According to recent Gallup polling, these gestation-based limits are consistent with Americans' hesitancy about late-term abortion. When asked if abortion should be legal in each of the three trimesters, 71% say it should be illegal in the second trimester and 86% in the third. This is according to a June 9-12 Gallup poll. However, 6 in 10 think abortion should be generally legal in the first trimester, consistent with prior Gallup polling showing that Americans reject overturning Roe v. Wade or banning abortion outright.
Since the 1992 Planned Parenthood v. Casey Supreme Court case, which lowered the constitutional hurdle for state-level restrictions on abortion, "pro-life" lawmakers and activists have focused more of their efforts on chipping away at the legality of abortion in the states than on trying to win a sweeping ban in Washington.
After nearly two decades, these efforts have resulted in a patchwork of restrictions across the states, many of which enjoy broad public support. Most Americans favor laws that require abortion providers to inform women of certain risks and consequences of abortion and give parents more control over their daughters' reproductive decisions. They are also broadly receptive to laws that protect the fetus late in pregnancy, including "partial birth abortions." While Americans might not agree with specific aspects of all of these laws as enacted, they do favor the broad outlines as described in Gallup polling.
Other abortion restrictions have less public support. Nearly as many Americans oppose as favor requiring abortion providers to conduct ultrasounds and display ultrasounds for pregnant women seeking an abortion. The issue is making news in Texas as a "pro-choice" group is challenging that state's newly enacted ultrasound requirement in federal court. And despite laws in most states permitting medical providers to opt out of participating in abortions, the slight majority of Americans oppose this. However, public opinion stands most clearly against bans on federal funds for health clinics that provide abortions, something that could help Planned Parenthood and similar clinics thwart Republican efforts to do this at both the state and national levels.
Results for this Gallup poll are based on telephone interviews conducted July 15-17, 2011, with a random sample of 1,020 adults, aged 18 and older, living in all 50 U.S. states and the District of Columbia.
For results based on the total sample of national adults, one can say with 95% confidence that the maximum margin of sampling error is ±4 percentage points.
Interviews are conducted with respondents on landline telephones and cellular phones, with interviews conducted in Spanish for respondents who are primarily Spanish-speaking.
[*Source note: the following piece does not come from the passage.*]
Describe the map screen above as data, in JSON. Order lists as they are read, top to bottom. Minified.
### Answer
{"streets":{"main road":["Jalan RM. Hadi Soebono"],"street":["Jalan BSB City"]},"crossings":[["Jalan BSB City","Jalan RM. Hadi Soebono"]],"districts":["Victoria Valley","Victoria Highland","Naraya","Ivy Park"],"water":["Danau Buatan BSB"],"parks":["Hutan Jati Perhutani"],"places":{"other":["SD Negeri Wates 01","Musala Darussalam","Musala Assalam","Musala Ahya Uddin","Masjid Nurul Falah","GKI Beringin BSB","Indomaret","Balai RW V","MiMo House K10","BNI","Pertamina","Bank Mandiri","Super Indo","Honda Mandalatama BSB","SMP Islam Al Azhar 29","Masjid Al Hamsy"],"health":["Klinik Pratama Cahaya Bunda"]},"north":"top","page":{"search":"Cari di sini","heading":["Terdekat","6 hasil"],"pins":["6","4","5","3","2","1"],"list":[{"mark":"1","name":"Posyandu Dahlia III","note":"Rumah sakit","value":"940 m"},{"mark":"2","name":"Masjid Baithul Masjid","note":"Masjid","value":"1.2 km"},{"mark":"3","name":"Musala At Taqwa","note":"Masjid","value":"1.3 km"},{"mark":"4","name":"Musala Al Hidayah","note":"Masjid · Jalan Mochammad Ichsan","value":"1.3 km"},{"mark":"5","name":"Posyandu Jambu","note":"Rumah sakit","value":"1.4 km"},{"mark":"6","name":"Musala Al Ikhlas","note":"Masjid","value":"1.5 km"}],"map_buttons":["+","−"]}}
Each sample includes a minimum quota of 400 cell phone respondents and 600 landline respondents per 1,000 national adults, with additional minimum quotas among landline respondents for gender within region. Landline telephone numbers are chosen at random among listed telephone numbers. Cell phone numbers are selected using random-digit-dial methods. Landline respondents are chosen at random within each household on the basis of which member had the most recent birthday.
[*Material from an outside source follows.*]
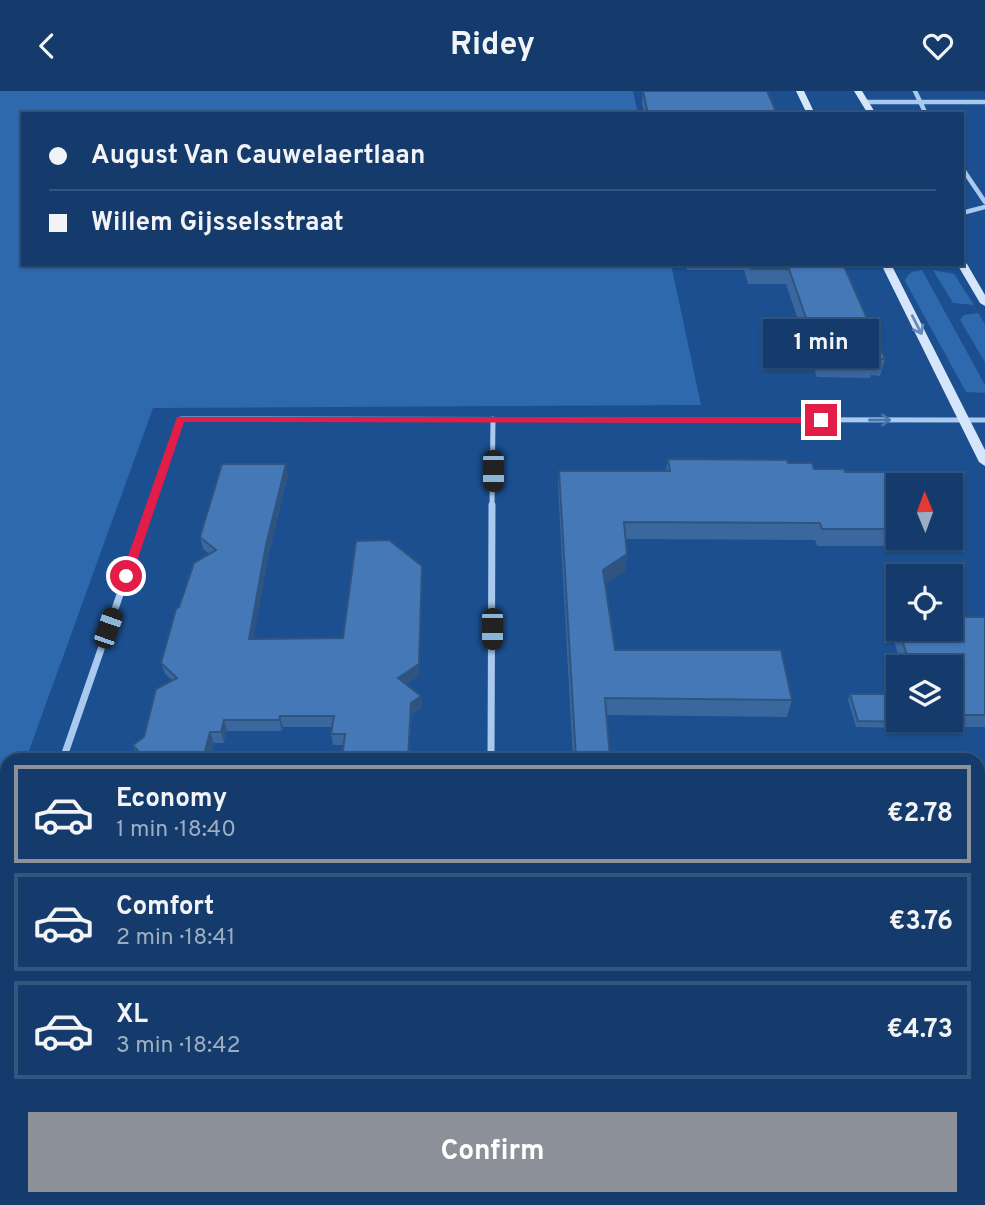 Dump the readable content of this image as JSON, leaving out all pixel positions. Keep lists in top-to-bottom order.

Samples are weighted by gender, age, race, Hispanic ethnicity, education, region, adults in the household, and phone status (cell phone only/landline only/both, cell phone mostly, and having an unlisted landline number). Demographic weighting targets are based on the March 2010 Current Population Survey figures for the aged 18 and older non-institutionalized population living in U.S. telephone households. All reported margins of sampling error include the computed design effects for weighting and sample design.
In addition to sampling error, question wording and practical difficulties in conducting surveys can introduce error or bias into the findings of public opinion polls.